Her gaze slid over the two “women” again. Transvestite tag team, Latin style-oh, yes, she was staying the hell out of the elevators. As a matter of fact, professional or not, job to do or not, she wished she’d stayed the hell out of the Posada Plaza. It reeked.
Fortunately, after the first landing, the air did seem to clear a bit.
“So you know Superman,” he said.
“Christian Hawkins, yes.” And, good Lord, Dax Killian-she still could hardly believe it, and what in the hell had happened back there with the police? God, her job had just gotten so much harder.
They made the second floor, headed up toward the third, and she started breathing a little easier.
“And Creed? You dated him, too, right?”
Dated?
Too?
She shot him a quick glance. What in the world?
“Everybody dates somebody sometime. My social life is hardly the issue here.”
“Did you ever go out with Dylan?”
She wasn’t going to answer that.
“I’ll take that as a yes, and frankly, I’m surprised. He doesn’t seem like your type.”
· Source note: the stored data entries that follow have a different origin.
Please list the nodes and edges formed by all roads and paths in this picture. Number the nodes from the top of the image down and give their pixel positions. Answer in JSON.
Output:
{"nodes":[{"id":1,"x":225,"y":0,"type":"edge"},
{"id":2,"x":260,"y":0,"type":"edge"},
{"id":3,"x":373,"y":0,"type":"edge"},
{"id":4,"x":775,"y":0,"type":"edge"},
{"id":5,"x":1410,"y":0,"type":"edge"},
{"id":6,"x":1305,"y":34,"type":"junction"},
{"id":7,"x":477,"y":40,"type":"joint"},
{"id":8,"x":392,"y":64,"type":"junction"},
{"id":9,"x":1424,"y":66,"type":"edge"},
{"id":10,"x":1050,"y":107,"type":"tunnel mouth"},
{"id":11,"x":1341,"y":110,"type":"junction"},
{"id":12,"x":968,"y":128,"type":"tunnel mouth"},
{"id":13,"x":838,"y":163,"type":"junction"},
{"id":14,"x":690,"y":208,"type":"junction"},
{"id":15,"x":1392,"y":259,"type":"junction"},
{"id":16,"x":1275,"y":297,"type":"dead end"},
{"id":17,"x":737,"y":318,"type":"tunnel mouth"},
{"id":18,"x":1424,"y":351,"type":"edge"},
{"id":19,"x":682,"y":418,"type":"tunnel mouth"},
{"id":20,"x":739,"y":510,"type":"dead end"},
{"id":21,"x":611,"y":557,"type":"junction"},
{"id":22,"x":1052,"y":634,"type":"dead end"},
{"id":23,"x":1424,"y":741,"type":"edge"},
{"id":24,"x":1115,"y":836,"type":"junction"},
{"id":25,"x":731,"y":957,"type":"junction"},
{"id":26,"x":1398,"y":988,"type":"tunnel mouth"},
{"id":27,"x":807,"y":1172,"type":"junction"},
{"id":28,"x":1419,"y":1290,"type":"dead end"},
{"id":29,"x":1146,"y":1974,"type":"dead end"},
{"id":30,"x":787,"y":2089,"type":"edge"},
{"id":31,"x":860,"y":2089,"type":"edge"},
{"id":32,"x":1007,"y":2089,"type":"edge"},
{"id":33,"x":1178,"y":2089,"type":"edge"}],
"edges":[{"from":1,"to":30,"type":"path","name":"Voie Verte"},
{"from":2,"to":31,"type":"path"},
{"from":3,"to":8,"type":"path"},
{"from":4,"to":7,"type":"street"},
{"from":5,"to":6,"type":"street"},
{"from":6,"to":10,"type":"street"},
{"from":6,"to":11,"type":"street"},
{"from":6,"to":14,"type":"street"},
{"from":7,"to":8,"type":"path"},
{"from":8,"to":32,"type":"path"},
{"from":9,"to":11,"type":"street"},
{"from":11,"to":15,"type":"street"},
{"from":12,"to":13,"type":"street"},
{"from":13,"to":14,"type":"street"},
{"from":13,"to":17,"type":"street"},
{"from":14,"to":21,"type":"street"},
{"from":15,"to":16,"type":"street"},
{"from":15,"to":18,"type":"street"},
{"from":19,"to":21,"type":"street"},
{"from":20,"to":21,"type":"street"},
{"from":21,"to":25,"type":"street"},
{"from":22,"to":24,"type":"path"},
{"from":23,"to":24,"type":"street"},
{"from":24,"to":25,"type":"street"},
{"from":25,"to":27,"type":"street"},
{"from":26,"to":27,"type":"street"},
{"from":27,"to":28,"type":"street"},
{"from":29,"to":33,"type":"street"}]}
As if he would know her type. They’d hardly exchanged a hundred words the night they’d met at the gallery.
“How about Quinn?” he asked.
Twice.
And Dylan once-the boss really hadn’t been her type.
“My point,” she began, thoroughly annoyed and trying not to let it show, “was that I know quite a bit about you, Mr. Killian, and in case you missed it, the issue we’re currently dealing with is what you’re doing here. This thing with Remy Beranger isn’t your kind of gig.”
“No?”
“No. Besides the normal course of your investigations, what you and Esmee specialize in is recovering fine art, paintings in particular, not the kind of catchall crap Beranger shills.”
“I didn’t notice you specializing in catchall crap, either.”
He had a point.
“I’m here for a client.”
“The congressman from Illinois?”
She nearly stumbled on the stairs, but he caught her, his hand almost instantly wrapping around her upper arm, steadying her.
“Uh, thank you.” Good God. He couldn’t possibly know about the congressman from Illinois, because there was no congressman from Illinois. She and Grant had concocted the story between them just last night. No one else even knew about their plan.
Except the guy they were squeezing with it, Jimmy Ruiz, and, obviously, Daniel Axel Killian, which led her straight to the question of How in the hell?
“Are you okay?” Killian asked, very solicitous.
“Yes, quite, thank you.” Dammit. Jimmy must have told him what was going on, which meant they were partners.
Cripes. She hadn’t seen that coming.
“My room is just down the hall,” he said, when they reached the fifth floor. “I’ve got a balcony with a pretty good view of the gallery.”
“How…uh, convenient.” Of course a tactical genius with Killian’s reputation would have picked an operating base where he could keep a watch on things.
“Hopefully, we’ll be able to see if the cops are still at Beranger’s, and what they’re doing.”
“Good.” Great. Wonderful. Crap. Ruiz and Killian, now there was a match to ruin her day and put her back up against a wall.
Dammit. The Memphis Sphinx was hers. She was finding it tonight, calling in Dylan and whoever was with him to steal it, and she was personally going to be there when the damn thing landed on Buck Grant’s desk.
They stopped at the door to room 519, and Suzi’s phone rang from inside her purse.
She pulled it out and answered, “Yes.”
“Do you know who this is?” a man’s voice said.
Well, well, well, she thought. As a matter of fact she did know who it was.